ORLANDO, Fla. — Martin Laird went from a shocking collapse to an unlikely winner Sunday at Bay Hill.

ORLANDO, Fla. — Martin Laird went from a shocking collapse to an unlikely winner Sunday at Bay Hill.

In the toughest final round on the PGA Tour this year, Laird rallied from a three-shot deficit with four holes to play with two birdies and two remarkable pars to close with a 3-over 75 and win the Arnold Palmer Invitational by one shot over hard-luck Steve Marino.

The 28-year-old Scot became the first European to win at Bay Hill in its 33-year history.

Laird's two-shot lead was gone at the turn, and when he pulled a bunker shot into the water on No. 11 to make double bogey, he already was 5-over par for his round and fading quickly.

But a day of survival for everyone else turned into a revival for Laird.

After a bogey on the par-3 14th to fall three shots behind Marino, Laird holed a 20-foot birdie putt on the 15th, an 18-foot birdie putt on the 16th, saved par from behind the 17th green and two-putted from just inside 90 feet on the final hole. It was the highest score in the final round by a Bay Hill champion.

Laird finished at 8-under 280.

No one in the last three groups broke par, and those six players were a combined 19-over par.

Laird needed some help from Marino, who played beautifully until the last four holes. Marino took bogey from a plugged lie in the bunker short of the 15th green, then made double bogey from a plugged lie in the sand short of the 17th hole. He went from a one-shot lead to a two-shot deficit when Laird birdied the 16th.

Marino at least gave himself a chance on the last hole with a gutsy play over the water to 8 feet for birdie and a 72. It was the third close call this year for Marino, who has yet to win on the PGA Tour.

Justin Rose closed with a 68 to tie for third with David Toms (72) and Marc Leishman (71) at 6 under.

Tiger Woods, a six-time winner at Bay Hill, was poised for a second straight top 10 until he made bogey from the bunker on the 17th and hit his approach into the water on No. 18 for double bogey and a 72. In his final tournament before the Masters, Woods tied for 24th, seven shots behind.

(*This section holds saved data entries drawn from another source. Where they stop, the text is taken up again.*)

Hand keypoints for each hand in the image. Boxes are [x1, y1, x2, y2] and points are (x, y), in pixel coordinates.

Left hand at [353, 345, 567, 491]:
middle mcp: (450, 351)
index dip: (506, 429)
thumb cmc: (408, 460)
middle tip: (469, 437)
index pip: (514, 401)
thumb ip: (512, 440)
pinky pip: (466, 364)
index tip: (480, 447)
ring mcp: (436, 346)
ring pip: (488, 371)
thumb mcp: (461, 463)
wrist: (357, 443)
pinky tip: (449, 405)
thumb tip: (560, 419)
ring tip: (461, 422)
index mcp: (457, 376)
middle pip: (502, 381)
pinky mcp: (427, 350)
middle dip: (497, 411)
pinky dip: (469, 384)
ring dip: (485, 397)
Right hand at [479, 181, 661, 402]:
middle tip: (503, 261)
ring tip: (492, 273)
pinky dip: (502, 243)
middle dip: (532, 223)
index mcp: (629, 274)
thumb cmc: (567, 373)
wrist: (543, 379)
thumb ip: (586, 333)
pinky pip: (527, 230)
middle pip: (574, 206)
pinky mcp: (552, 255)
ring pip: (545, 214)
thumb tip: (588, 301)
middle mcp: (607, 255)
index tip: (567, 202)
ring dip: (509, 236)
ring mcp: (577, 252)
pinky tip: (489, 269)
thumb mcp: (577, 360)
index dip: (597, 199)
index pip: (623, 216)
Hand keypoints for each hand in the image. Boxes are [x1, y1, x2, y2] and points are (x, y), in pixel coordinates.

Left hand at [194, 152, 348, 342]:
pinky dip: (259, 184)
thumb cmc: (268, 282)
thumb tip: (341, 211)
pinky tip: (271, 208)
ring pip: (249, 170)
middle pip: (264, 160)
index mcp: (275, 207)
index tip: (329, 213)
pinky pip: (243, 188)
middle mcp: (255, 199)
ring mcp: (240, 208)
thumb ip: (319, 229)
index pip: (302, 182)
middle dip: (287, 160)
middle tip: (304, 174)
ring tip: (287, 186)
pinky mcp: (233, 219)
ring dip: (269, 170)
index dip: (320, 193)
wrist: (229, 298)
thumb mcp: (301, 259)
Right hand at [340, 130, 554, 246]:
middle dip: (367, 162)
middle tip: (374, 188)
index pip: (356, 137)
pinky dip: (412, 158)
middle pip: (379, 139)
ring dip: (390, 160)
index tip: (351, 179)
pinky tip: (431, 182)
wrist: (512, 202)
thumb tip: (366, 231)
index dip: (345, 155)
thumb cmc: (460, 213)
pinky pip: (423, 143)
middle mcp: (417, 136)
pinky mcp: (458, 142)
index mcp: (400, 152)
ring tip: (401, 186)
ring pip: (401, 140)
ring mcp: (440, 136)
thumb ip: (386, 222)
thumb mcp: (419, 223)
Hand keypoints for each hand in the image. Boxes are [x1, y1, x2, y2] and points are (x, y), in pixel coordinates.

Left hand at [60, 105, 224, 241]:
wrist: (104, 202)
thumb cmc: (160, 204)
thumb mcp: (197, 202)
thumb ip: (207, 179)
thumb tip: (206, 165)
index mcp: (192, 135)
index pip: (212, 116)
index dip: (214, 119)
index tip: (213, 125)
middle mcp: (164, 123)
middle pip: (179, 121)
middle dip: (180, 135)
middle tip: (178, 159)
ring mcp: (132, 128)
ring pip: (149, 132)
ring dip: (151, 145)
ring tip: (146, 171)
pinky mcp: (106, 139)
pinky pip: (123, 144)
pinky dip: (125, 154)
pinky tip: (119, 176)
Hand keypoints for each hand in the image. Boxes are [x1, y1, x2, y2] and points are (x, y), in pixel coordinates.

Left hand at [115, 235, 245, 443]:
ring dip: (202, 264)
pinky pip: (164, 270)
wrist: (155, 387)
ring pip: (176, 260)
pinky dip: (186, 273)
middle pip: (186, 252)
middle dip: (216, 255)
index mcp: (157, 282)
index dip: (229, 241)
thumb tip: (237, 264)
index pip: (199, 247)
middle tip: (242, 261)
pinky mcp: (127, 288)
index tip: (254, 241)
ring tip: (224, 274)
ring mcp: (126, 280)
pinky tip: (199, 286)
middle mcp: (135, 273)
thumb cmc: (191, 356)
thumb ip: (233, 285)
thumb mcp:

Phil Mickelson dropped three shots on the last five holes for a 73 to also finish in a tie for 24th.

Kia Classic

At Industry, Calif., Sandra Gal won the Kia Classic to become the second German winner in LPGA Tour history, beating second-ranked Jiyai Shin with a 2-foot birdie putt on the final hole.

The 25-year-old Gal, a former University of Florida player, made the winning putt after Shin's 5-foot birdie attempt caught the right edge and spun out.

Gal closed with a 2-under 71 to finish at 16-under 276 on the Industry Hills Golf Club course at Pacific Palms. She set up the winning birdie with a wedge shot on the par-5 18th.

Tina Fischer is the only other Germany champion. She won the 2001 Asahi Ryokuken International.

Shin, an eight-time winner on the LPGA Tour, finished with a 73.

Andalucia Open

At Malaga, Spain, Scotland's Paul Lawrie won the Andalucia Open on Sunday for his first European Tour victory since 2002 and sixth overall, holding off Sweden's Johan Edfors by a stroke.

The 42-year-old Lawrie, the 1999 British Open winner, closed with an even-par 70 for a 12-under 268 total.

Edfors finished with a 68. Chile's Felipe Aguilar (68) was third at 10 under.

Louisiana Open

At Broussard, La., PGA Tour winner Brett Wetterich won the Nationwide Tour's Louisiana Open for the second time, shooting 2-under 69 for a one-stroke victory over University of Florida senior Andres Echavarria.

The 37-year-old Wetterich, the 2006 Byron Nelson Championship winner, finished at 13-under 271 at Le Triomphe Country Club. Also, the 2003 Louisiana Open, he earned $90,000 for this third Nationwide title.

Echavarria, from Colombia, shot a 67.